Neuraminidase inhibitors (NAIs) play a major role for managing influenza virus
infections. The widespread
oseltamivir resistance among 2007-2008 seasonal A(H1N1) viruses and community outbreaks of
oseltamivir-resistant A(H1N1)pdm09 strains highlights the need for additional anti-influenza virus agents.
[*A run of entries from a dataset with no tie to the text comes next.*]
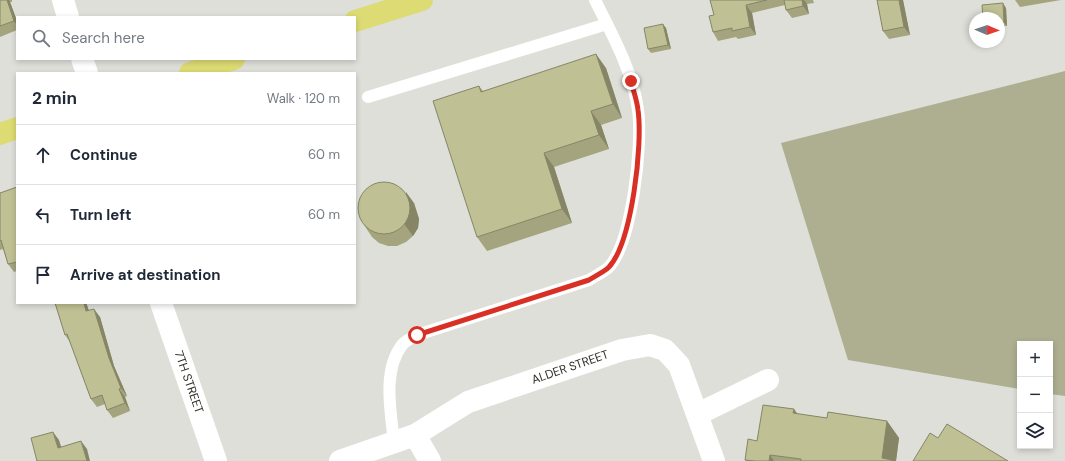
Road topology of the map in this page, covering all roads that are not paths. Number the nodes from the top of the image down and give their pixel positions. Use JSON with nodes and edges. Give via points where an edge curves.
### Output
{"nodes":[{"id":1,"x":63,"y":0,"type":"edge"},
{"id":2,"x":422,"y":0,"type":"edge"},
{"id":3,"x":595,"y":0,"type":"edge"},
{"id":4,"x":68,"y":16,"type":"edge"},
{"id":5,"x":356,"y":21,"type":"edge"},
{"id":6,"x":607,"y":24,"type":"junction"},
{"id":7,"x":82,"y":60,"type":"edge"},
{"id":8,"x":231,"y":60,"type":"edge"},
{"id":9,"x":86,"y":72,"type":"edge"},
{"id":10,"x":193,"y":72,"type":"edge"},
{"id":11,"x":368,"y":97,"type":"dead end"},
{"id":12,"x":16,"y":128,"type":"edge"},
{"id":13,"x":0,"y":134,"type":"edge"},
{"id":14,"x":161,"y":304,"type":"edge"},
{"id":15,"x":768,"y":380,"type":"dead end"},
{"id":16,"x":698,"y":414,"type":"junction"},
{"id":17,"x":416,"y":435,"type":"junction"},
{"id":18,"x":394,"y":442,"type":"junction"},
{"id":19,"x":216,"y":461,"type":"edge"},
{"id":20,"x":340,"y":461,"type":"edge"},
{"id":21,"x":430,"y":461,"type":"edge"},
{"id":22,"x":714,"y":461,"type":"edge"}],
"edges":[{"from":1,"to":4,"type":"street"},
{"from":2,"to":5,"type":"main road"},
{"from":3,"to":6,"type":"lane"},
{"from":6,"to":11,"type":"lane"},
{"from":6,"to":18,"type":"lane","via":[[631,81],[638,110],[639,136],[633,201],[624,240],[609,267],[589,280],[417,335],[402,344],[393,361],[390,382]]},
{"from":7,"to":9,"type":"street"},
{"from":8,"to":10,"type":"main road"},
{"from":12,"to":13,"type":"main road"},
{"from":14,"to":19,"type":"street","name":"7TH STREET"},
{"from":15,"to":16,"type":"street"},
{"from":16,"to":17,"type":"street","name":"ALDER STREET","via":[[679,365],[665,350],[650,345],[622,350],[468,402]]},
{"from":16,"to":22,"type":"street","name":"ALDER STREET"},
{"from":17,"to":18,"type":"street","name":"ALDER STREET"},
{"from":17,"to":21,"type":"street"},
{"from":18,"to":20,"type":"street","name":"ALDER STREET"}]}
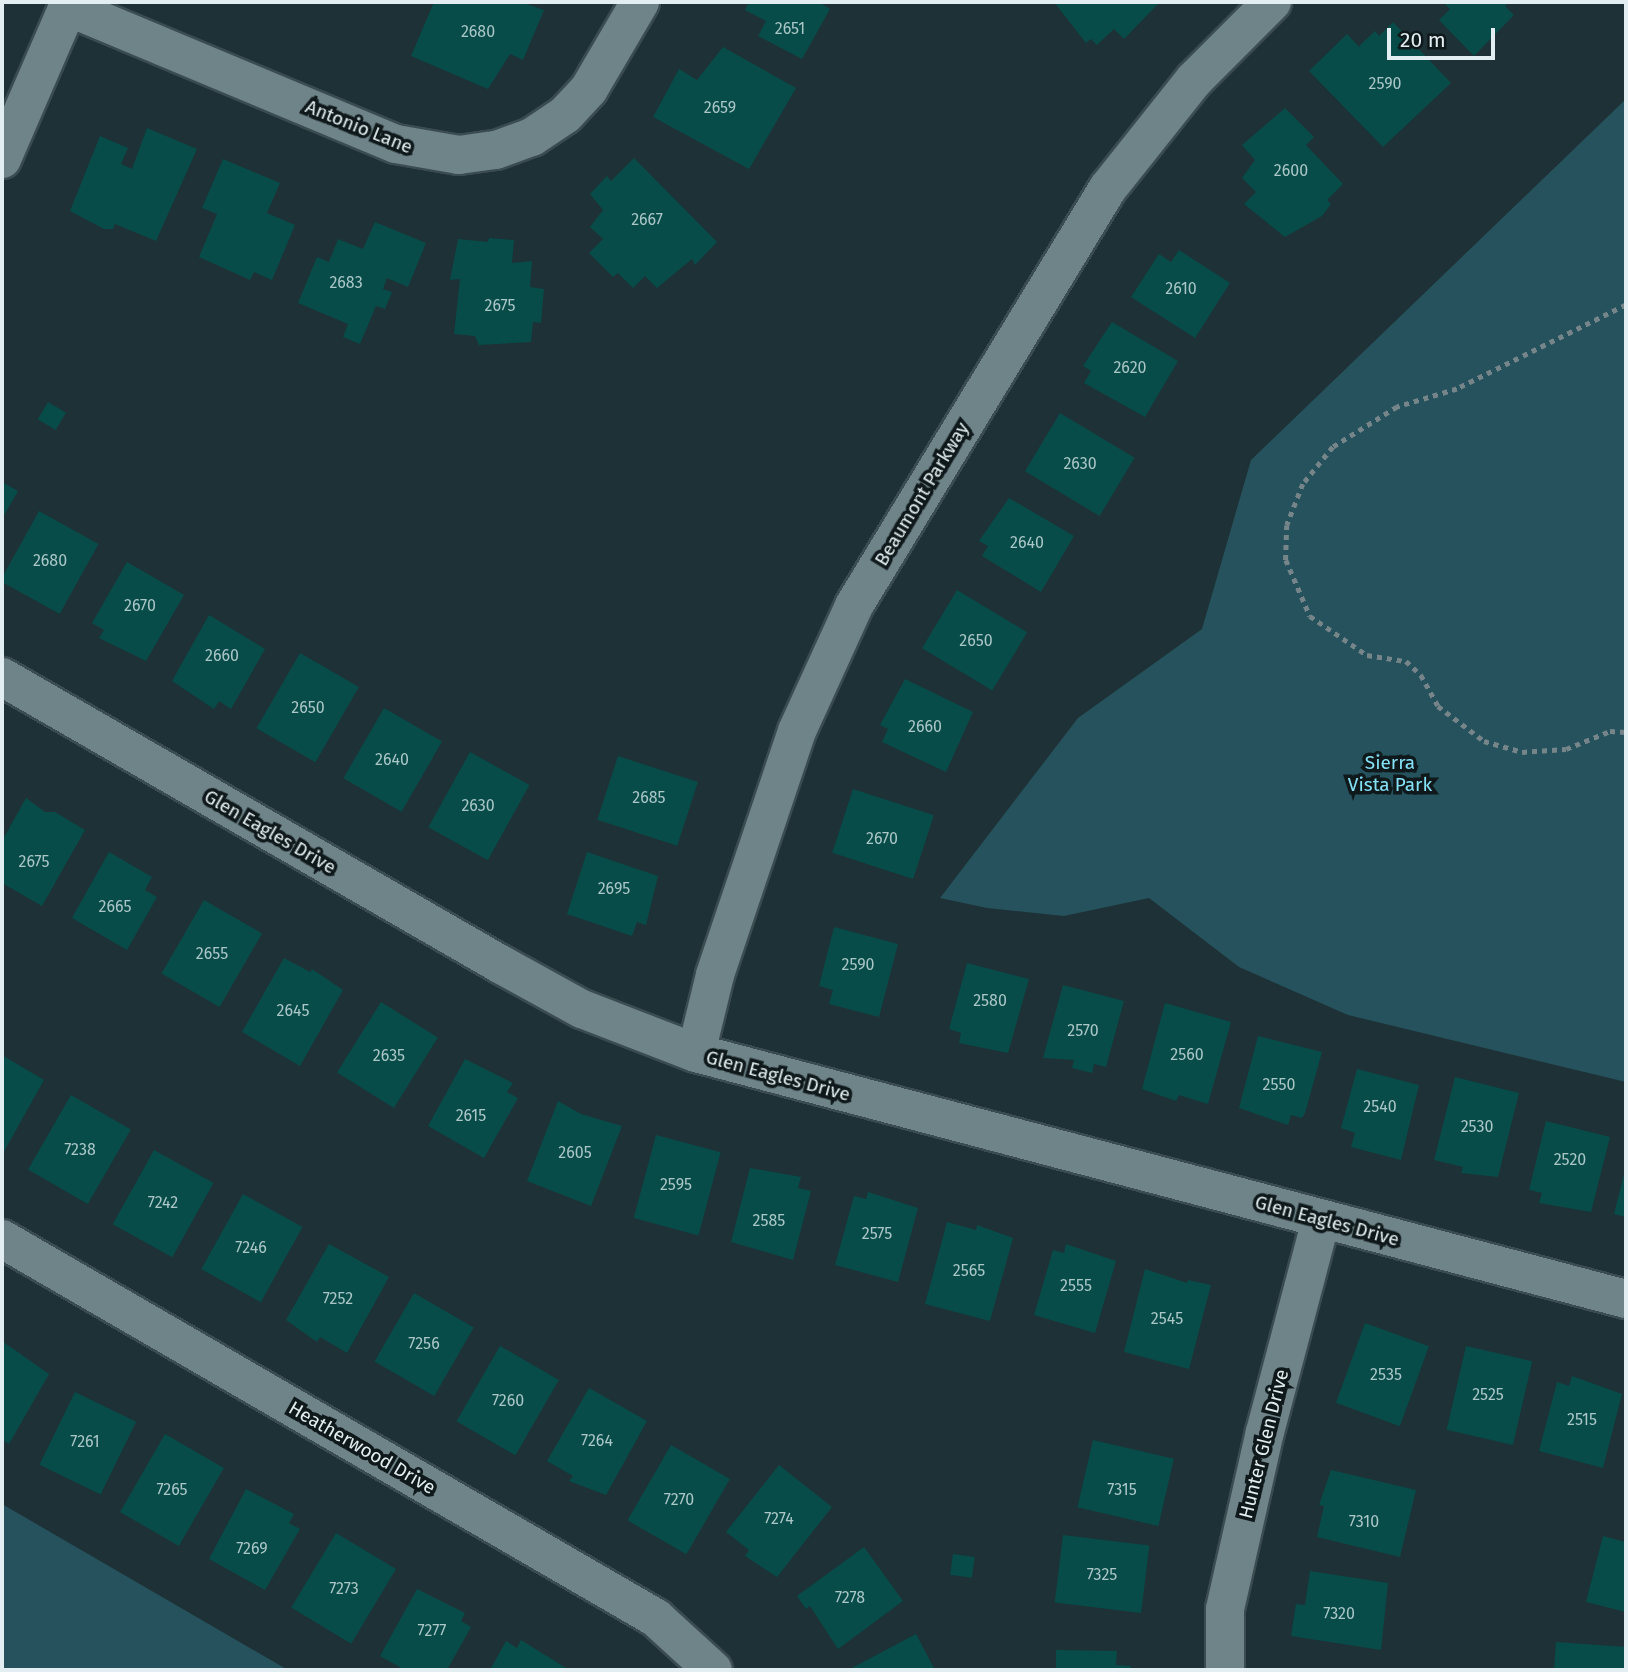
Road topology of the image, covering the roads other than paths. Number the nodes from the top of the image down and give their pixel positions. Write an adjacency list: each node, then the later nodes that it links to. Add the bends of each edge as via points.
1 (640, 2): 3 (street, Antonio Lane, via 589,89 565,115 508,146 458,155 396,144)
2 (1272, 2): 6 (street, Beaumont Parkway, via 1194,80 1108,188 854,607 797,730 715,975)
3 (69, 4): 4 (street)
4 (2, 159)
5 (2, 677): 6 (street, Glen Eagles Drive, via 523,977 582,1009)
6 (695, 1053): 7 (street, Glen Eagles Drive)
7 (1321, 1220): 9 (street, Glen Eagles Drive); 11 (street, Hunter Glen Drive, via 1265,1432 1226,1609)
8 (2, 1239): 10 (street, Heatherwood Drive, via 656,1618)
9 (1626, 1299)
10 (713, 1670)
11 (1225, 1670)

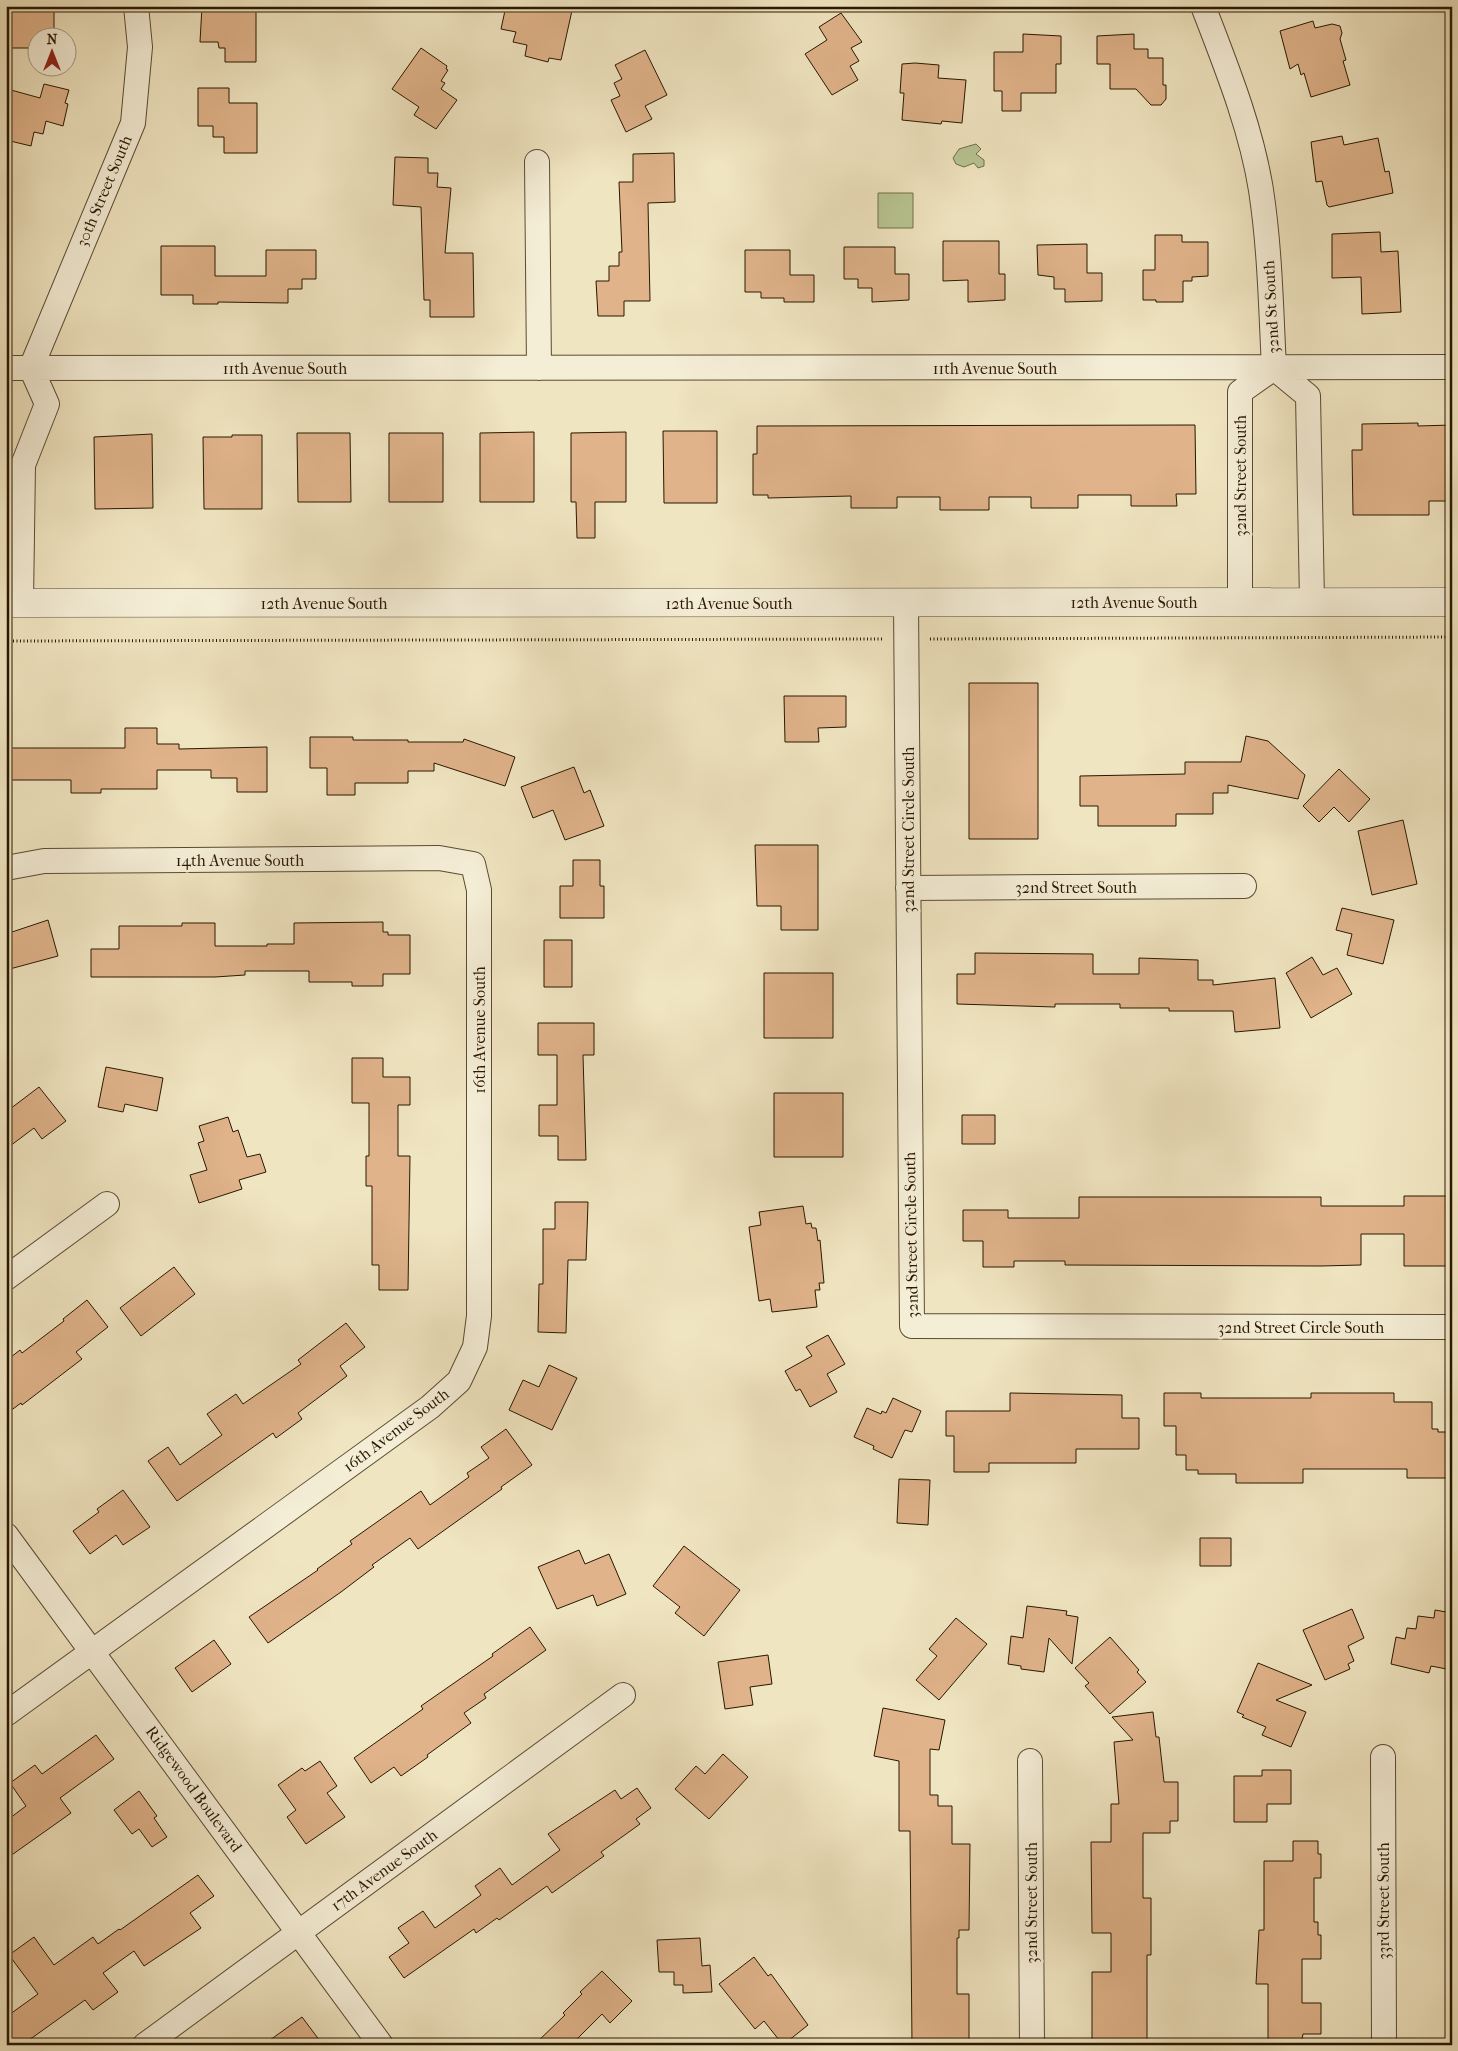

Laninamivir is a novel long-lasting NAI that has demonstrated in vitro activity against
influenza A and B viruses, and its
prodrug (
laninamivir octanoate) is in phase II clinical trials in the United States and other countries. Currently, little information is available on the mechanisms of resistance to
laninamivir. In this study, we first performed
neuraminidase (NA) inhibition assays to determine the activity of
laninamivir against a set of influenza A viruses containing NA mutations conferring resistance to one or many other NAIs. We also generated
drug-resistant A(H1N1) and A(H3N2) viruses under in vitro
laninamivir pressure.
Laninamivir demonstrated a profile of susceptibility that was similar to that of
zanamivir. More specifically, it retained activity against
oseltamivir-resistant H275Y and N295S A(H1N1) variants and the E119V A(H3N2) variant. In vitro,
laninamivir pressure selected the E119A NA substitution in the A/Solomon Islands/3/2006 A(H1N1) background, whereas E119K and G147E NA changes along with a K133E
hemagglutinin (HA) substitution were selected in the A/Quebec/144147/2009 A(H1N1)pdm09 strain. In the A/Brisbane/10/2007 A(H3N2) background, a large NA deletion accompanied by S138A/P194L HA substitutions was selected. This H3N2 variant had altered receptor-binding properties and was highly resistant to
laninamivir in plaque reduction assays. Overall, we confirmed the similarity between
zanamivir and
laninamivir susceptibility profiles and demonstrated that both NA and HA changes can contribute to
laninamivir resistance in vitro.